◆ **What the task requires**:
Scan the data below for the string "Youngmann". Show every line where it turns up.

◆ **Collected data entries**:

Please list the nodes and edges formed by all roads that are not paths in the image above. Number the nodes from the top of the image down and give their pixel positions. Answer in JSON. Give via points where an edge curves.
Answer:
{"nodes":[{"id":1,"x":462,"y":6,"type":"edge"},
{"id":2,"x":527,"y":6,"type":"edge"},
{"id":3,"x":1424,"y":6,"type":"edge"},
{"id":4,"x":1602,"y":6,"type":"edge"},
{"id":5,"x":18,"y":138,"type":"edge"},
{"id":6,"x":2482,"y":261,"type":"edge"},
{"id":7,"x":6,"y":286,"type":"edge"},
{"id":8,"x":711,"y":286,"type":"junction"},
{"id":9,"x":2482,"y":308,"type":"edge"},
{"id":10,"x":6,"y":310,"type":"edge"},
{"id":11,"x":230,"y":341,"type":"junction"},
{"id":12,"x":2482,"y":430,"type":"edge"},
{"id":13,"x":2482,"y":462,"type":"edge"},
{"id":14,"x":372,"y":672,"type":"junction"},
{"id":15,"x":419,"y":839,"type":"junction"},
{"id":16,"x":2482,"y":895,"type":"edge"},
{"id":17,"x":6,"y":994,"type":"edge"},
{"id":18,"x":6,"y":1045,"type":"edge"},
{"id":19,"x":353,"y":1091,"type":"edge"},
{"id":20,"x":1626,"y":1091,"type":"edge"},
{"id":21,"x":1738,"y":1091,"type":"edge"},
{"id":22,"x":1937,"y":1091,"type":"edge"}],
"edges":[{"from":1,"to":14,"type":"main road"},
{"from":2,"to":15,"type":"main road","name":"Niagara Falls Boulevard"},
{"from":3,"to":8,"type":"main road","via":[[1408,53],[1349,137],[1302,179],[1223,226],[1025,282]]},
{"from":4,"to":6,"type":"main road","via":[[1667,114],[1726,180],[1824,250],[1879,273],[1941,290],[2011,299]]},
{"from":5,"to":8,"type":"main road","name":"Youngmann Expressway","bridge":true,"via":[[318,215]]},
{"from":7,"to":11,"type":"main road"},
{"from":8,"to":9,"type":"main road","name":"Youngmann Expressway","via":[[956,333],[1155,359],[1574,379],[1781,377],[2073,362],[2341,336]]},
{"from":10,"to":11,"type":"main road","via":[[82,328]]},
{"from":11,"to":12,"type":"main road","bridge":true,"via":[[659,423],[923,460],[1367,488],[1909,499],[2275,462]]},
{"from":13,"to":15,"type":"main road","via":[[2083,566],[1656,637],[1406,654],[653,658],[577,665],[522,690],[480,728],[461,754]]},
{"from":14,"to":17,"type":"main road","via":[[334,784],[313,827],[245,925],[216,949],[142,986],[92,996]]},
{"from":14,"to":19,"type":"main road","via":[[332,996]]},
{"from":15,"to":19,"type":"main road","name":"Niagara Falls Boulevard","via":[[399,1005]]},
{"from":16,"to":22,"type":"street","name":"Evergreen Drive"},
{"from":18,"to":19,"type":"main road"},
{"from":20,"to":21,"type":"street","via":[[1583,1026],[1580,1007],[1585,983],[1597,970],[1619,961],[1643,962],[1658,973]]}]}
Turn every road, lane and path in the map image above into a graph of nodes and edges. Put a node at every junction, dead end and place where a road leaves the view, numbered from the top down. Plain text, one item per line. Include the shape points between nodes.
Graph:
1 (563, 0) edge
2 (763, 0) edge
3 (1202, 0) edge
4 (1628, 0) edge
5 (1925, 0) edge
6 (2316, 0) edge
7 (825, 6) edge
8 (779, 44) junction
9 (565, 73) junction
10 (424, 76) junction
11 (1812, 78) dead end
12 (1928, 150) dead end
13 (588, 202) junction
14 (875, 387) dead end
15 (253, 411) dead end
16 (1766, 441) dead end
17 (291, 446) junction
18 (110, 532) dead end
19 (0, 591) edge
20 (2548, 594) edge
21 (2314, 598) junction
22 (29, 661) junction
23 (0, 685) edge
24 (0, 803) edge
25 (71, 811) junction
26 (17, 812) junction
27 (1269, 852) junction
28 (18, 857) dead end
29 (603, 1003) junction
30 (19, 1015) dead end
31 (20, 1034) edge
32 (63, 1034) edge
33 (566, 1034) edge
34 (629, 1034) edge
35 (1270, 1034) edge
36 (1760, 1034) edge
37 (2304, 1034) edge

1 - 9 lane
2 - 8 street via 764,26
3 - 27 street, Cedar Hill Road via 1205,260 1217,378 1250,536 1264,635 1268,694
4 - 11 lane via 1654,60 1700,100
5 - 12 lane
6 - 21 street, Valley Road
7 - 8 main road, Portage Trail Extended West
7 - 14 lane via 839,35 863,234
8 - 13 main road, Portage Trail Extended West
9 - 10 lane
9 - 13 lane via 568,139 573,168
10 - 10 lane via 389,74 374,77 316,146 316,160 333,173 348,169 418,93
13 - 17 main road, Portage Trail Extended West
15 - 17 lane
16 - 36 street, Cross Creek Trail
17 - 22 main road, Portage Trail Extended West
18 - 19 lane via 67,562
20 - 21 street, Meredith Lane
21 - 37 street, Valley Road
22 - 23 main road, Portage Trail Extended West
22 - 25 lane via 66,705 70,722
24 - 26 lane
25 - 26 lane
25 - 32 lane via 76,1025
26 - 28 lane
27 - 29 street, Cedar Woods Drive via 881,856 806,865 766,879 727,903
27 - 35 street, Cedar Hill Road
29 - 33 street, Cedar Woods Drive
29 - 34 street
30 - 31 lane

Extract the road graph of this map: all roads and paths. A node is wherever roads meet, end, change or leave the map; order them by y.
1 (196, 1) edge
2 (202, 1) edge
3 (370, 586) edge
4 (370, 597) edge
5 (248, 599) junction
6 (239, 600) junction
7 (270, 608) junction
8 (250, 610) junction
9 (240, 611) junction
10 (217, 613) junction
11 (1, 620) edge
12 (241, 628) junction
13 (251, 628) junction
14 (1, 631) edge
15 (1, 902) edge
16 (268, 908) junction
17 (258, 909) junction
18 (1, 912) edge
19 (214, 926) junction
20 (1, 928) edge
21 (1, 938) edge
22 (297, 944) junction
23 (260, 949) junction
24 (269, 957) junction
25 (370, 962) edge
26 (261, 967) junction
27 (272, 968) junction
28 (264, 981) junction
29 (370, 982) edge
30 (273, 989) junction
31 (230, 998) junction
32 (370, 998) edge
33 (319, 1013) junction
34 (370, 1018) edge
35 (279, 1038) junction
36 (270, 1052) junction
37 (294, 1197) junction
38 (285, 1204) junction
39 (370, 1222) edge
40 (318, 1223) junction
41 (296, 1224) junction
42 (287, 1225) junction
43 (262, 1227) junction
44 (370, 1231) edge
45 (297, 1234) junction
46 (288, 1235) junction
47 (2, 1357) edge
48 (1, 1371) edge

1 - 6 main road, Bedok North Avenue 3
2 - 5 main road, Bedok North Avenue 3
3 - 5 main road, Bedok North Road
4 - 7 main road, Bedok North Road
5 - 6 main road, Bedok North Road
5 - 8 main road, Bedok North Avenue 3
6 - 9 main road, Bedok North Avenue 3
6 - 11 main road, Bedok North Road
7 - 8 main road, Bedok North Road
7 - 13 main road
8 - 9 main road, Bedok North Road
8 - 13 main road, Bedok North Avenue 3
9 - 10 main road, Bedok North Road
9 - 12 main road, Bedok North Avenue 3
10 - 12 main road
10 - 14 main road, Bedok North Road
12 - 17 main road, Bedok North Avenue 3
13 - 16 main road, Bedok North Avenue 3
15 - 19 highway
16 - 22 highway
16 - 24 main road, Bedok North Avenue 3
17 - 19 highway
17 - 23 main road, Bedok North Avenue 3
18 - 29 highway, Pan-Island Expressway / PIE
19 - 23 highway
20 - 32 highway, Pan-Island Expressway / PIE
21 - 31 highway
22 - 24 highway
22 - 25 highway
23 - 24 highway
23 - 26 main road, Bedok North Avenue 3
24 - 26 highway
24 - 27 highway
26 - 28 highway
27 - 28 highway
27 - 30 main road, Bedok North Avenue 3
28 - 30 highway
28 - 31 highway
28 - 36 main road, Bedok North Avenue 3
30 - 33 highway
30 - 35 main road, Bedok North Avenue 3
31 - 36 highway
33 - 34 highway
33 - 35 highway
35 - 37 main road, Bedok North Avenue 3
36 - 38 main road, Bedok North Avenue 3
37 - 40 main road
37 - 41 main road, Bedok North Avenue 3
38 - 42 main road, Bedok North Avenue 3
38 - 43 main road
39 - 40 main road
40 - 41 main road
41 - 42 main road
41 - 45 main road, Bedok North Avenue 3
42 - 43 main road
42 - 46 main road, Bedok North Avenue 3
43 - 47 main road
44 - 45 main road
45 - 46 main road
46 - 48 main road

◆ **Solution to the exercise**:
{"from":5,"to":8,"type":"main road","name":"Youngmann Expressway","bridge":true,"via":[[318,215]]},
{"from":8,"to":9,"type":"main road","name":"Youngmann Expressway","via":[[956,333],[1155,359],[1574,379],[1781,377],[2073,362],[2341,336]]},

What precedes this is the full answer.